WORK ITEM
Copy the data below exactly. Any pictures in it should be omitted.

INFORMATION PROVIDED
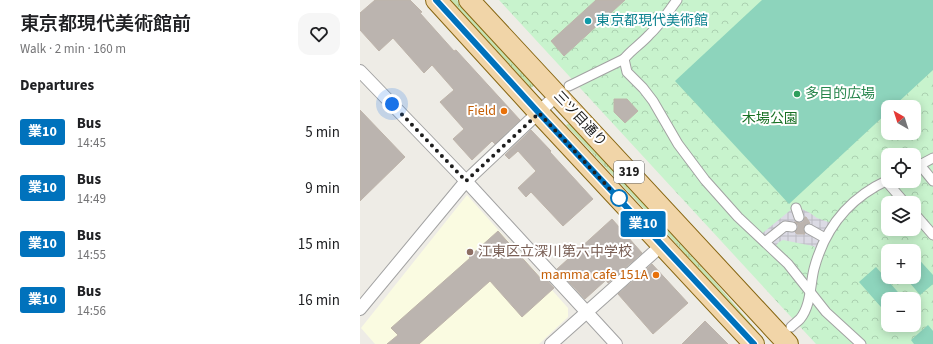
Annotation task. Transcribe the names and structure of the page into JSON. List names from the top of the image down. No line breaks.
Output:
{"streets":{"main road":["三ツ目通り","319"]},"parks":["木場公園"],"places":["東京都現代美術館","多目的広場","Field","江東区立深川第六中学校","mamma cafe 151A"],"lines":["bus line 業10"],"north":"top left","page":{"heading":[["東京都現代美術館前","Walk · 2 min · 160 m"],"Departures"],"on_map":"業10","map_buttons":["+","−"],"list":[{"mark":"業10","name":"Bus","note":"14:45","value":"5 min"},{"mark":"業10","name":"Bus","note":"14:49","value":"9 min"},{"mark":"業10","name":"Bus","note":"14:55","value":"15 min"},{"mark":"業10","name":"Bus","note":"14:56","value":"16 min"}]}}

WRITTEN SOLUTION
Annotation task. Transcribe the names and structure of the page into JSON. List names from the top of the image down. No line breaks.
Output:
{"streets":{"main road":["三ツ目通り","319"]},"parks":["木場公園"],"places":["東京都現代美術館","多目的広場","Field","江東区立深川第六中学校","mamma cafe 151A"],"lines":["bus line 業10"],"north":"top left","page":{"heading":[["東京都現代美術館前","Walk · 2 min · 160 m"],"Departures"],"on_map":"業10","map_buttons":["+","−"],"list":[{"mark":"業10","name":"Bus","note":"14:45","value":"5 min"},{"mark":"業10","name":"Bus","note":"14:49","value":"9 min"},{"mark":"業10","name":"Bus","note":"14:55","value":"15 min"},{"mark":"業10","name":"Bus","note":"14:56","value":"16 min"}]}}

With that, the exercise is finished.